Department of Biological Sciences, University of Calgary, Calgary, Alberta, Canada.
Departments of Computer Science, University of Calgary, Calgary, Alberta, Canada.
J Morphol. 2021 Sep;282(9):1362-1373. doi: 10.1002/jmor.21391. Epub 2021 Jul 3.

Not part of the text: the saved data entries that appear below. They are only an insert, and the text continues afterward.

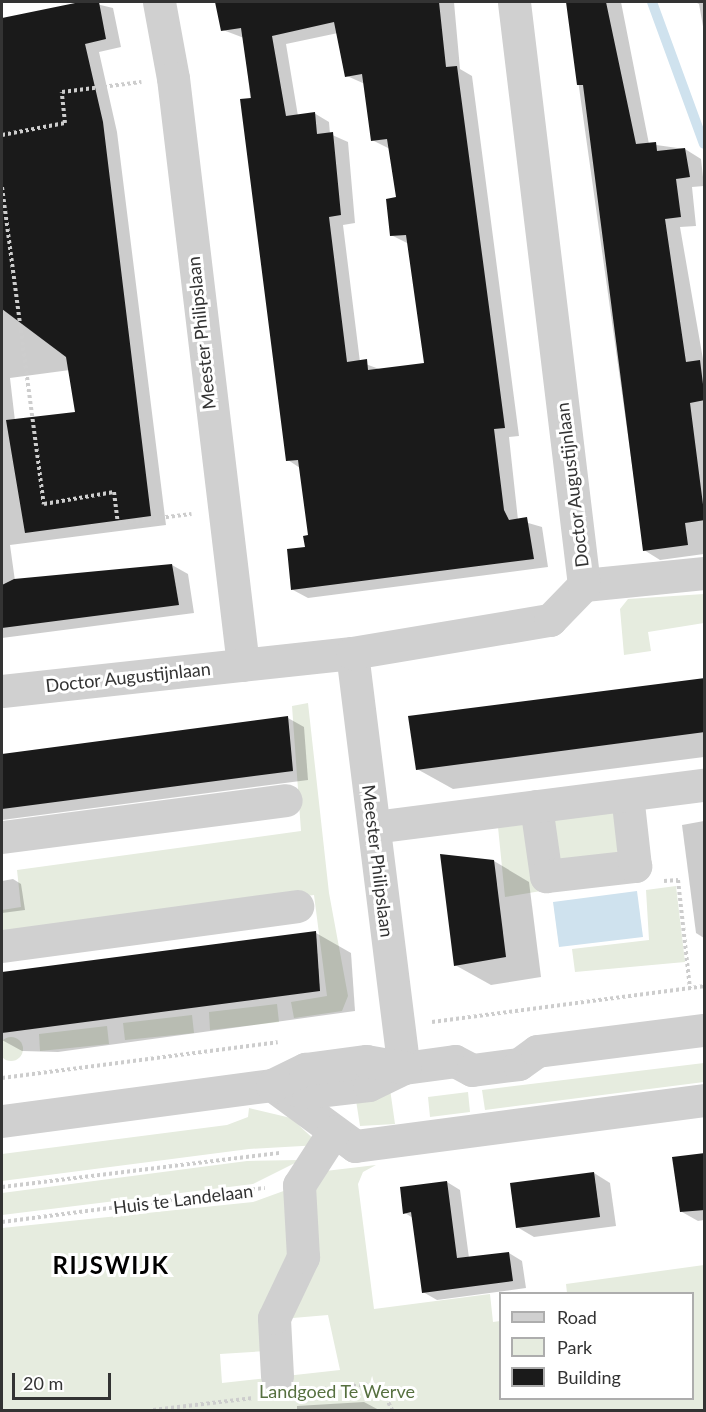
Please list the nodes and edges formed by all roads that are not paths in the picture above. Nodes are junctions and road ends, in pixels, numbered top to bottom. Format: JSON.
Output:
{"nodes":[{"id":1,"x":159,"y":2,"type":"edge"},
{"id":2,"x":514,"y":2,"type":"edge"},
{"id":3,"x":705,"y":573,"type":"edge"},
{"id":4,"x":584,"y":585,"type":"junction"},
{"id":5,"x":352,"y":653,"type":"junction"},
{"id":6,"x":243,"y":665,"type":"junction"},
{"id":7,"x":2,"y":691,"type":"edge"},
{"id":8,"x":705,"y":785,"type":"edge"},
{"id":9,"x":627,"y":795,"type":"junction"},
{"id":10,"x":286,"y":800,"type":"dead end"},
{"id":11,"x":536,"y":806,"type":"junction"},
{"id":12,"x":374,"y":827,"type":"junction"},
{"id":13,"x":2,"y":837,"type":"edge"},
{"id":14,"x":297,"y":906,"type":"dead end"},
{"id":15,"x":2,"y":946,"type":"edge"},
{"id":16,"x":705,"y":1030,"type":"edge"},
{"id":17,"x":404,"y":1068,"type":"junction"},
{"id":18,"x":272,"y":1085,"type":"junction"},
{"id":19,"x":705,"y":1100,"type":"edge"},
{"id":20,"x":2,"y":1121,"type":"edge"},
{"id":21,"x":319,"y":1152,"type":"junction"},
{"id":22,"x":279,"y":1388,"type":"road end"}],
"edges":[{"from":1,"to":6,"type":"street","name":"Meester Philipslaan"},
{"from":2,"to":4,"type":"street","name":"Doctor Augustijnlaan"},
{"from":3,"to":4,"type":"street"},
{"from":4,"to":5,"type":"street","name":"Doctor Augustijnlaan"},
{"from":5,"to":6,"type":"street","name":"Doctor Augustijnlaan"},
{"from":5,"to":12,"type":"street","name":"Meester Philipslaan"},
{"from":6,"to":7,"type":"street","name":"Doctor Augustijnlaan"},
{"from":8,"to":9,"type":"street"},
{"from":9,"to":11,"type":"street"},
{"from":9,"to":11,"type":"street"},
{"from":10,"to":13,"type":"street"},
{"from":11,"to":12,"type":"street"},
{"from":12,"to":17,"type":"street","name":"Meester Philipslaan"},
{"from":14,"to":15,"type":"street"},
{"from":16,"to":17,"type":"street"},
{"from":17,"to":18,"type":"street"},
{"from":18,"to":20,"type":"street"},
{"from":18,"to":21,"type":"street"},
{"from":19,"to":21,"type":"street"},
{"from":21,"to":22,"type":"street"}]}
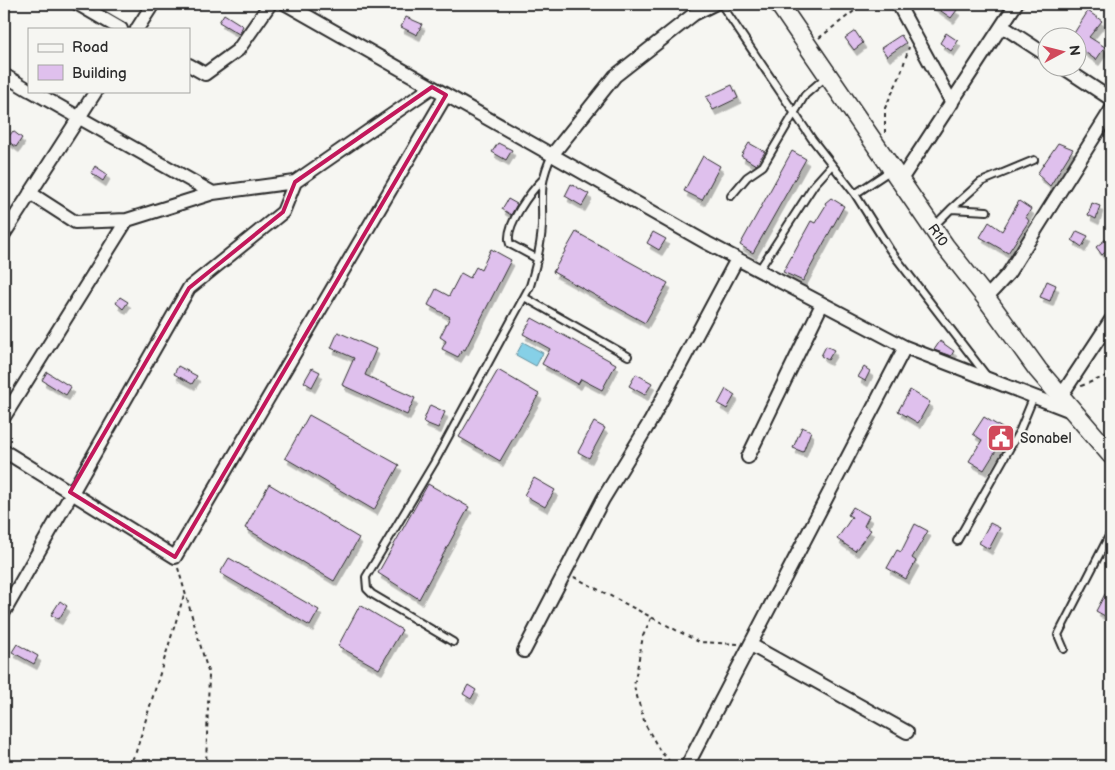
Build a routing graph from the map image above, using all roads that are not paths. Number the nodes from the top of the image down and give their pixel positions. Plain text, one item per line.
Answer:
1 (78, 4) edge
2 (153, 4) edge
3 (270, 4) edge
4 (286, 4) edge
5 (714, 4) edge
6 (721, 4) edge
7 (779, 4) edge
8 (1016, 4) edge
9 (903, 6) edge
10 (1002, 26) junction
11 (118, 28) edge
12 (138, 28) edge
13 (1038, 49) edge
14 (190, 66) edge
15 (4, 76) edge
16 (828, 76) junction
17 (1079, 78) edge
18 (432, 87) junction
19 (28, 89) edge
20 (34, 92) edge
21 (95, 92) edge
22 (446, 95) junction
23 (1111, 99) edge
24 (952, 103) junction
25 (1111, 110) edge
26 (794, 113) junction
27 (79, 118) junction
28 (552, 155) junction
29 (1034, 160) dead end
30 (832, 165) junction
31 (896, 175) junction
32 (544, 178) junction
33 (294, 182) junction
34 (30, 193) junction
35 (213, 193) junction
36 (855, 194) junction
37 (731, 196) dead end
38 (951, 209) junction
39 (987, 211) dead end
40 (127, 220) junction
41 (932, 228) junction
42 (4, 234) edge
43 (538, 259) junction
44 (737, 259) junction
45 (759, 270) junction
46 (524, 297) junction
47 (986, 298) junction
48 (822, 304) junction
49 (1111, 320) edge
50 (905, 347) junction
51 (628, 356) dead end
52 (990, 380) junction
53 (1034, 396) junction
54 (1061, 396) junction
55 (1073, 412) junction
56 (4, 417) edge
57 (4, 451) edge
58 (1111, 455) edge
59 (748, 458) dead end
60 (70, 492) junction
61 (1111, 532) edge
62 (957, 541) dead end
63 (4, 612) edge
64 (453, 642) dead end
65 (750, 644) junction
66 (1064, 649) dead end
67 (524, 651) dead end
68 (906, 732) dead end
69 (687, 766) edge

1 - 11 street
2 - 12 street
3 - 14 street
4 - 18 street
5 - 28 street
6 - 26 lane
7 - 16 main road, R10
8 - 10 street
9 - 24 street
10 - 13 street
10 - 24 street
15 - 19 street
16 - 26 lane
16 - 31 main road, R10
17 - 23 street
18 - 22 street
18 - 33 street
20 - 27 street
21 - 27 street
22 - 28 street
22 - 60 street
24 - 31 street
25 - 47 street
26 - 30 lane
26 - 37 lane
27 - 34 street
27 - 35 street
28 - 32 lane
28 - 44 street
29 - 38 lane
30 - 36 lane
30 - 45 lane
31 - 36 lane
31 - 41 main road, R10
32 - 43 lane
32 - 43 lane
33 - 35 street
33 - 60 street
34 - 40 street
34 - 42 street
35 - 40 street
36 - 52 lane
38 - 39 lane
38 - 41 lane
40 - 56 street
41 - 47 main road, R10
43 - 46 lane
44 - 45 street
44 - 67 street
45 - 48 street
46 - 51 lane
46 - 64 lane
47 - 54 main road, R10
48 - 50 street
48 - 59 street
49 - 54 street
50 - 52 street
50 - 65 street
52 - 53 street
53 - 55 street
53 - 62 lane
54 - 55 main road, R10
55 - 58 main road, R10
57 - 60 street
60 - 63 street
61 - 66 lane
65 - 68 street
65 - 69 street

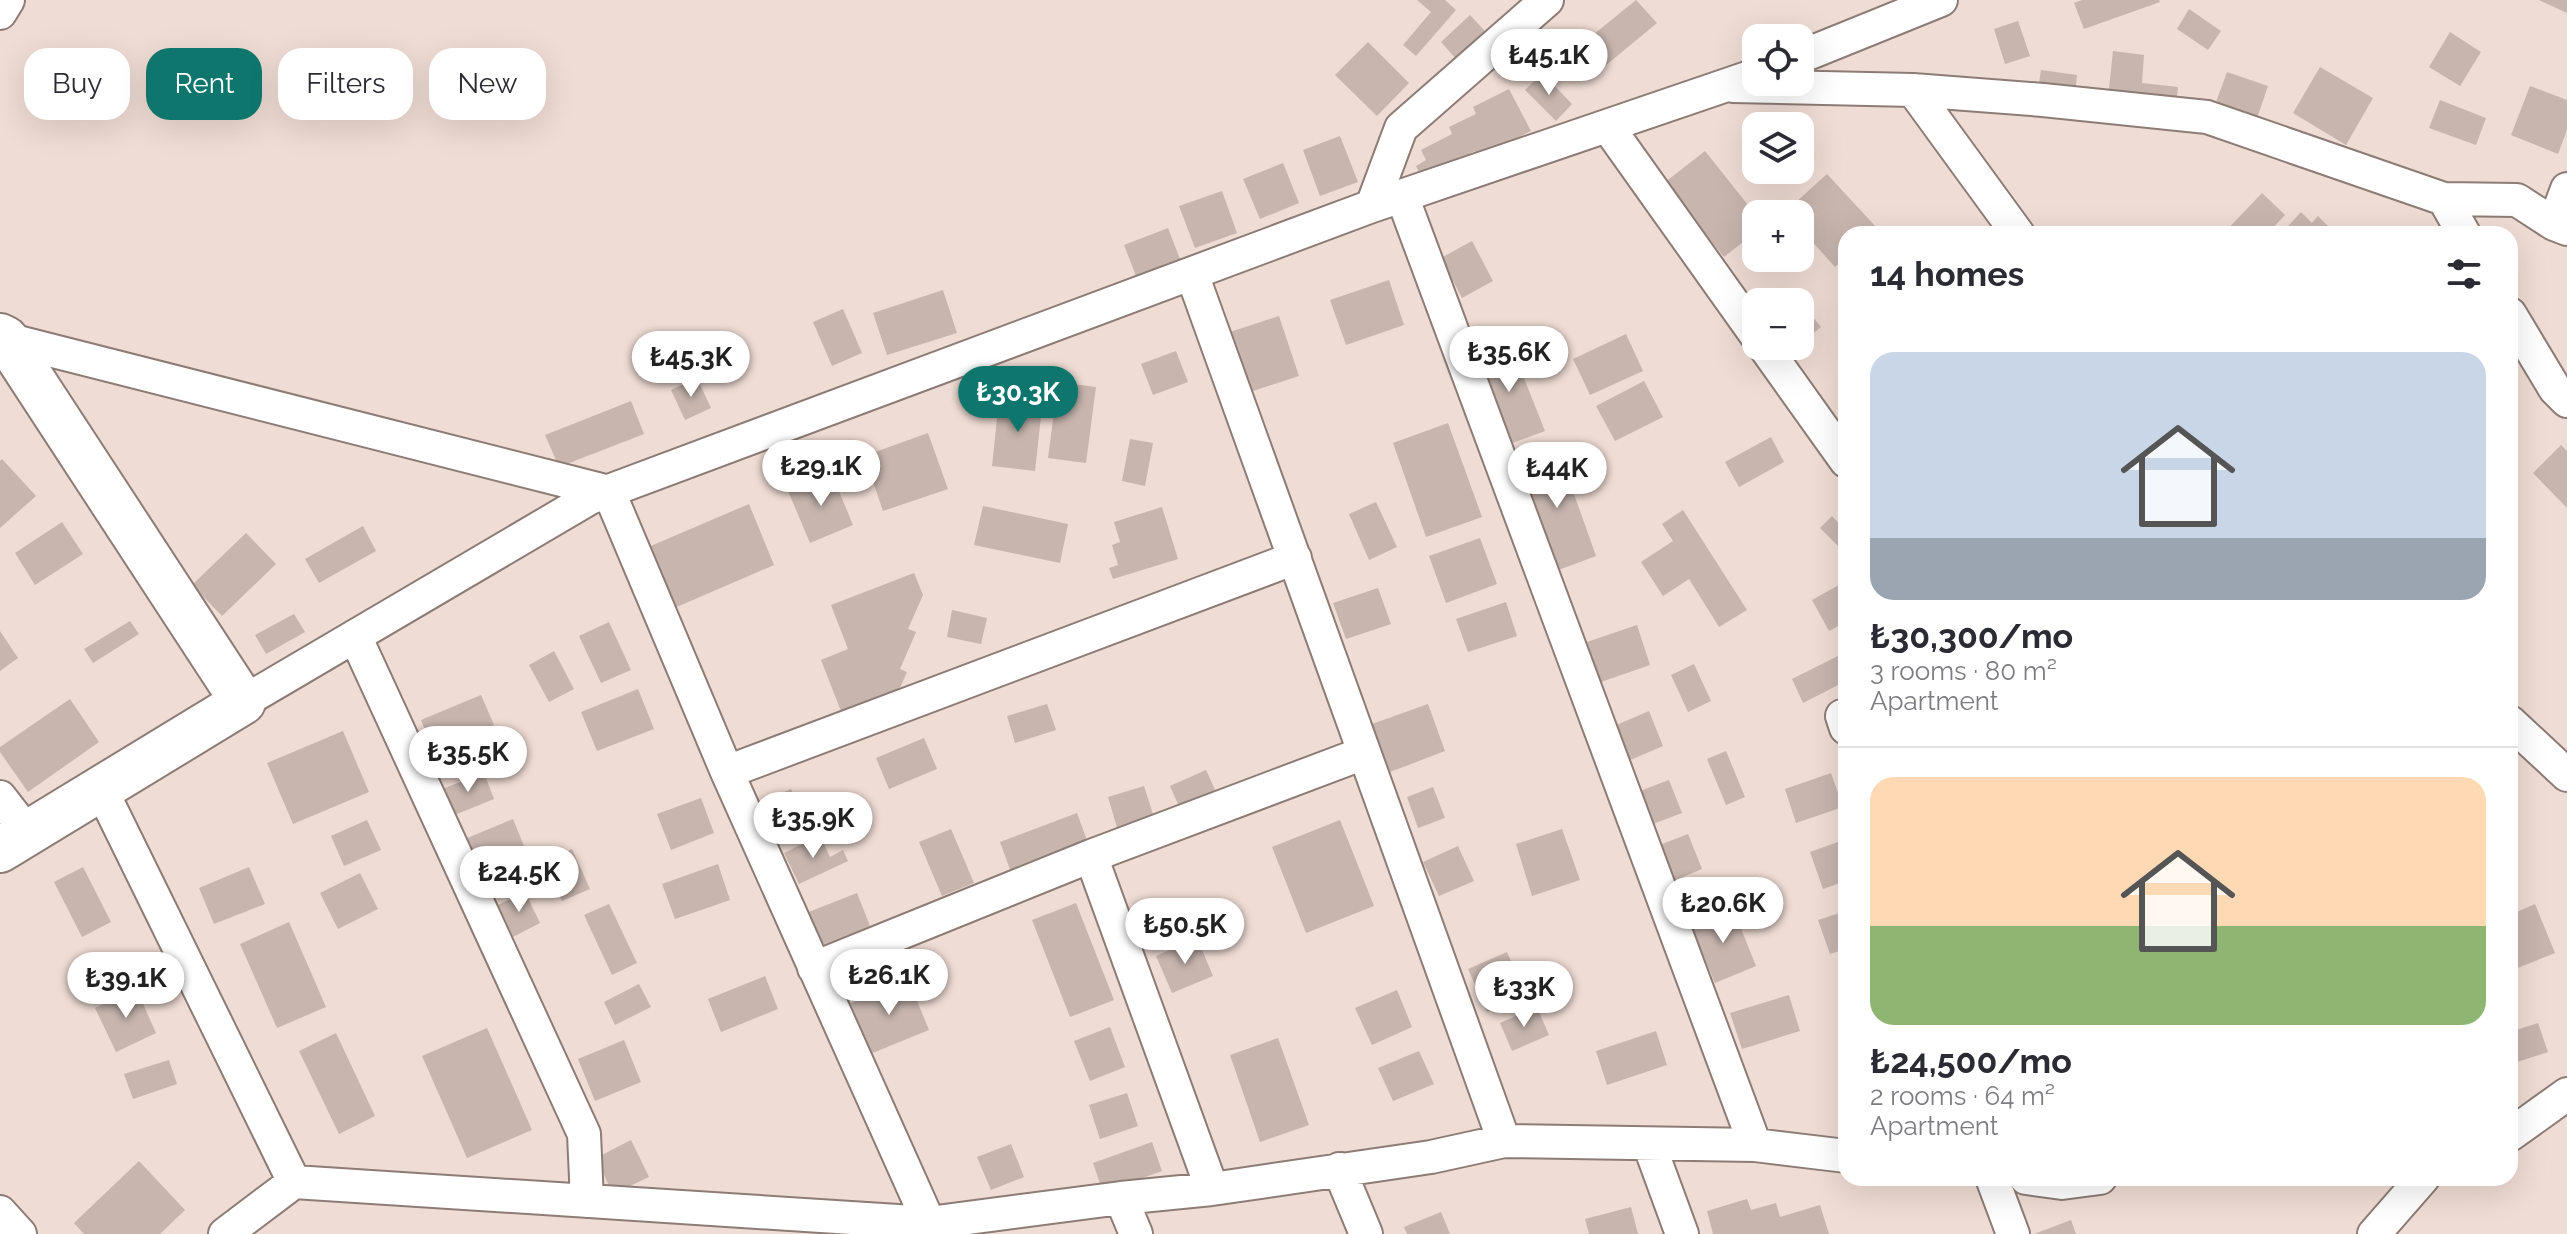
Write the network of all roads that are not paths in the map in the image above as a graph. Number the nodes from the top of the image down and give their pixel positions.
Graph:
1 (8, 0) edge
2 (1941, 0) edge
3 (1535, 3) edge
4 (0, 13) edge
5 (1814, 51) edge
6 (1742, 80) edge
7 (1814, 84) edge
8 (1913, 90) junction
9 (1608, 127) junction
10 (2567, 189) edge
11 (1402, 196) junction
12 (2444, 199) junction
13 (1372, 206) junction
14 (2012, 226) edge
15 (2459, 226) edge
16 (2561, 226) edge
17 (1192, 274) junction
18 (1742, 315) edge
19 (2518, 327) edge
20 (3, 337) edge
21 (1774, 360) edge
22 (2567, 401) edge
23 (1838, 450) edge
24 (609, 492) junction
25 (1295, 558) junction
26 (355, 636) junction
27 (243, 702) junction
28 (2518, 729) edge
29 (1364, 753) junction
30 (727, 772) junction
31 (2567, 775) edge
32 (101, 789) junction
33 (0, 797) edge
34 (14, 842) edge
35 (1091, 856) junction
36 (814, 968) junction
37 (2567, 1094) edge
38 (2518, 1129) edge
39 (1504, 1141) junction
40 (1649, 1144) junction
41 (1755, 1145) junction
42 (1838, 1155) edge
43 (1339, 1169) junction
44 (294, 1182) junction
45 (1995, 1186) edge
46 (2416, 1186) edge
47 (1212, 1189) junction
48 (1121, 1198) junction
49 (587, 1201) junction
50 (0, 1212) edge
51 (932, 1229) edge
52 (20, 1234) edge
53 (225, 1234) edge
54 (1136, 1234) edge
55 (1366, 1234) edge
56 (1682, 1234) edge
57 (2013, 1234) edge
58 (2374, 1234) edge

1 - 4 street
2 - 5 street
3 - 13 street
6 - 9 street
7 - 8 street
8 - 12 street
8 - 14 street
9 - 11 street
9 - 18 street
10 - 16 street
11 - 13 street
11 - 41 street
12 - 15 street
12 - 16 street
13 - 17 street
17 - 24 street
17 - 25 street
19 - 22 street
20 - 24 street
20 - 27 street
21 - 23 street
24 - 26 street
24 - 30 street
25 - 29 street
25 - 30 street
26 - 27 street
26 - 49 street
27 - 32 street
28 - 31 street
29 - 35 street
29 - 39 street
30 - 36 street
32 - 34 street
32 - 44 street
33 - 34 street
35 - 36 street
35 - 47 street
36 - 51 street
37 - 38 street
39 - 40 street
39 - 43 street
40 - 41 street
40 - 56 street
41 - 42 street
43 - 47 street
43 - 55 street
44 - 49 street
44 - 53 street
45 - 57 street
46 - 58 street
47 - 48 street
48 - 51 street
48 - 54 street
49 - 51 street
50 - 52 street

Whereas there is a wealth of research studying the nature of various soft tissues that attach to bone, comparatively little research focuses on the bone's microscopic properties in the area where these tissues attach. Using scanning electron microscopy to generate a dataset of 1600 images of soft tissue attachment sites, an image classification program with novel convolutional neural network architecture can categorize images of attachment areas by soft tissue type based on observed patterns in microstructure morphology. Using stained histological thin section and liquid crystal cross-polarized microscopy, it is determined that soft tissue type can be quantitatively determined from the microstructure. The primary diagnostic characters are the orientation of collagen fibers and heterogeneity of collagen density throughout the attachment area thickness. These determinations are made across broad taxonomic sampling and multiple skeletal elements.
虽然有大量研究研究了附着在骨头上的各种软组织的性质,但相对较少的研究关注这些组织附着部位的骨的微观特性。使用扫描电子显微镜生成 1600 张软组织附着部位图像的数据集,具有新颖卷积神经网络架构的图像分类程序可以根据微观结构形态中的观察模式,按软组织类型对附着区域的图像进行分类。使用染色组织学薄切片和液晶正交偏光显微镜,确定可以从小结构定量确定软组织类型。主要诊断特征是胶原纤维的方向和整个附着区域厚度内胶原密度的异质性。这些测定是在广泛的分类学采样和多个骨骼元素上进行的。